Thankfully our Livigno hotel (we are back in Italy) is smashing and Franck charmed the receptionist to open up the ski room, so we have biking boots on the hot-air ski boot racks; a full tumble dryer load; all be bedroom radiators loaded up, plus Adrian cunningly located the hotel’s boiler room with dozens of hot pipes to lay on the sodden socks and jackets, for them to spend the night steaming. 

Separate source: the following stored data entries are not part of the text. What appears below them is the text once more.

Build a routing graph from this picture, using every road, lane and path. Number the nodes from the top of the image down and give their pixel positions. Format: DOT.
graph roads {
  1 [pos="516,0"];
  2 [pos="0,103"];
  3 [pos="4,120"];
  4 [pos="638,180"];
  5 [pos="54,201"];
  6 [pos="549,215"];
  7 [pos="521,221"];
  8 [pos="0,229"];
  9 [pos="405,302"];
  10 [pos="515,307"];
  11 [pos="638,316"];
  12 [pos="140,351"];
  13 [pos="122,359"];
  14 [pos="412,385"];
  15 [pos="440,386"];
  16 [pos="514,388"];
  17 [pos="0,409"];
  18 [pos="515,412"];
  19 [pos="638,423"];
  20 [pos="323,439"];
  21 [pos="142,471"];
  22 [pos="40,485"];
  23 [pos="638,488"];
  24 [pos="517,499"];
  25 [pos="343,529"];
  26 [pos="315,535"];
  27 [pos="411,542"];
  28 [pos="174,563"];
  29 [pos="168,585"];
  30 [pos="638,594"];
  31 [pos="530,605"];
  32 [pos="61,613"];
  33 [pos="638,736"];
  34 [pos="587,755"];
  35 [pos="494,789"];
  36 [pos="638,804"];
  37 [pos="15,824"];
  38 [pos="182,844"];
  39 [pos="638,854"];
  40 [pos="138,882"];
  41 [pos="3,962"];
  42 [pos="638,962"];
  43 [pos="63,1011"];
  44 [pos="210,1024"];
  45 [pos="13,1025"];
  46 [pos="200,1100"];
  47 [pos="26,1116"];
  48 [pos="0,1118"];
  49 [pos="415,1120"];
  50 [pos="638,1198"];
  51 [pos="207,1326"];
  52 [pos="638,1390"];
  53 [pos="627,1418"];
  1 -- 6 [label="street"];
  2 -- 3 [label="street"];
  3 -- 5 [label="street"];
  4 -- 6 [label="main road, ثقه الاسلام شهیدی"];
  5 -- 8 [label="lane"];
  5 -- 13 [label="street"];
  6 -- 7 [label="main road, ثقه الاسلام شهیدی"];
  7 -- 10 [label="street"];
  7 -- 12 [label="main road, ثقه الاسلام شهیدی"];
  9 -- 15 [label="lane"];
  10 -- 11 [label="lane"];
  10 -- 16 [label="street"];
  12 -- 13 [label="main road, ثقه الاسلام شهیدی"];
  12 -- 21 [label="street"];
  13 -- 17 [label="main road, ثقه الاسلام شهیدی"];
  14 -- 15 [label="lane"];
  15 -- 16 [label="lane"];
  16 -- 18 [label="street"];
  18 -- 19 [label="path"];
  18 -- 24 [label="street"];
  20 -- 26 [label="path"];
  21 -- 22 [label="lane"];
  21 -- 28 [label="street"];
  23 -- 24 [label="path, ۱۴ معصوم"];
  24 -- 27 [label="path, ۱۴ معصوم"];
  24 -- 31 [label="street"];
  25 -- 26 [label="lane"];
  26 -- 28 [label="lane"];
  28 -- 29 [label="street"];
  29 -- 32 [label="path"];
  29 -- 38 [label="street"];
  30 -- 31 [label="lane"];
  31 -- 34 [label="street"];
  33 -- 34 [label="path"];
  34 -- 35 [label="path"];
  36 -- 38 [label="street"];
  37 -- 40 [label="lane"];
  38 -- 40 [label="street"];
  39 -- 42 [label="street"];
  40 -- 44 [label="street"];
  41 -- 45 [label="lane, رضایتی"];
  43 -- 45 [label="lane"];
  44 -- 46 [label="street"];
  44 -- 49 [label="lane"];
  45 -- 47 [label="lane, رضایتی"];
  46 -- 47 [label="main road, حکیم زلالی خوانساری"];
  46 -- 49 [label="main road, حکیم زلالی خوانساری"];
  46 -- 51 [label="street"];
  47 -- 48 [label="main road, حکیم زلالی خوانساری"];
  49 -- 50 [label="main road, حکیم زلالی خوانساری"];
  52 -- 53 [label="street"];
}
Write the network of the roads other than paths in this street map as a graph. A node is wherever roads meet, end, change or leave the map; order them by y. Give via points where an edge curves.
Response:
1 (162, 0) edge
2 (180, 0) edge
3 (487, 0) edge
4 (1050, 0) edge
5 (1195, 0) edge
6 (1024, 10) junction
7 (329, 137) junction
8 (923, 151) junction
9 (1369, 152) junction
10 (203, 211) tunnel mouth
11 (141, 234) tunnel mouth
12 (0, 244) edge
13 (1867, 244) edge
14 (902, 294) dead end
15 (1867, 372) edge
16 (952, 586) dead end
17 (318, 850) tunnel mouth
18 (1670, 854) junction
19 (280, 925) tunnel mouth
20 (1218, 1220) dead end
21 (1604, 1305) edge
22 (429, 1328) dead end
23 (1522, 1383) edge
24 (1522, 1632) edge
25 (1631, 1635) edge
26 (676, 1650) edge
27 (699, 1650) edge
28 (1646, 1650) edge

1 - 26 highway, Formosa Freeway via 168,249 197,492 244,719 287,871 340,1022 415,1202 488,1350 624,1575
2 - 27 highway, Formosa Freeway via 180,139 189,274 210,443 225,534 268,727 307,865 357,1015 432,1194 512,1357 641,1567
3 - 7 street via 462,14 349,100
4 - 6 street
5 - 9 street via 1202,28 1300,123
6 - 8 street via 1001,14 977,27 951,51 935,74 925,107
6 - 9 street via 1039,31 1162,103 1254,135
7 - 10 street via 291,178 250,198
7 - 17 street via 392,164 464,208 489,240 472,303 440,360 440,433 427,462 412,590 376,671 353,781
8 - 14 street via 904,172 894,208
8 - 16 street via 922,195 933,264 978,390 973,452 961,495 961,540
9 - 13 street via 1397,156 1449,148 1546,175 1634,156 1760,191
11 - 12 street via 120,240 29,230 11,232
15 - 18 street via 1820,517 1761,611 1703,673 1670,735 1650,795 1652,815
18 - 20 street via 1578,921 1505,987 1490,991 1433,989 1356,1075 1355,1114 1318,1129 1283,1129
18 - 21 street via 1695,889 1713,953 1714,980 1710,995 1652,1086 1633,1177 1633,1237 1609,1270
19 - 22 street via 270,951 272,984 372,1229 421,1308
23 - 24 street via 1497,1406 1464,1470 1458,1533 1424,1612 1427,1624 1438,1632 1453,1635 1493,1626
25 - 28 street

The hotel owner also has two restaurants and guests got a 10% discount and a free taxi each way, so it was a ‘no-brainer’ for us. It was a good meal, we started with wood platters pilled with cured Alpine meats and sausages, then some had steaks, others a dozen prawns suspended from something that appeared no normally hang bananas. There had been complaints of me snoring (due to the deplorable pillow situation) so I dared to have a cocktail rather than beer, it made no difference and I now seemed to be called Margarita! By now a pattern has emerged, Anthony is a top-level-faffer taking some time to organise himself, and Rob & Jim leave planning the day’s drive once there are sat in their car. Adrian getting a bit fed up with leading all the time, so we are taking turns while still under his instruction. Franck is ignored much of the day due lack of a coms unit.

DAY 4 – approx. 129 miles
Beautiful and bright, with most of us wearing something that’s still damp. Adrian was quite dry until he sat on his bike seat, which had become a giant sponge the previous day. This day’s ride was originally a loop, but we adjusted the next overnight to stay near the bottom of the Stelvio Pass. It was a lovely day in the sun, the Bernini Pass was especially nice, as it was Saturday there were lots of bikes and cyclists. Coming down Bernini, Adrian points out the multiple viaducts that went around us, theses made the trains circle round and round gaining altitude. A pleasant mid-morning break on the patio of a small wood chalet, adjacent to a rail tunnel entrance. We then motored through Davos a very spread-out town, stopping across from their golden hotel, for Franck’s strange photo shoot. Then up to the summit for lunch by a lake. At this point, we have just realised this is an expensive way to do things, but the views are usually a bonus. It was very hot and sunny, Franck having swapped tops to the delight of the waitress and the camp waiter, who painfully gave us a mini-lecture on the superior nature of Swiss bread. Managed again to make this the RVP with J&R. Going down the other side, with rather tight turns and with few overtaking straights, we had a bunch of other bikes tight on our tail. I had a most enjoyable 10-20 mins keeping as tight to Franck’s bum as possible, to stop them breaking our group up, it was immense fun doing the switchbacks in this formation. Later we started to climb another pass and met with dozens of vintage tractors coming down, all brightly painted, and clean, often with seats mounted to the mudguards and parasols, it was a proper carnival atmosphere for everyone, except the cars, bikes and cycles stuck in between them.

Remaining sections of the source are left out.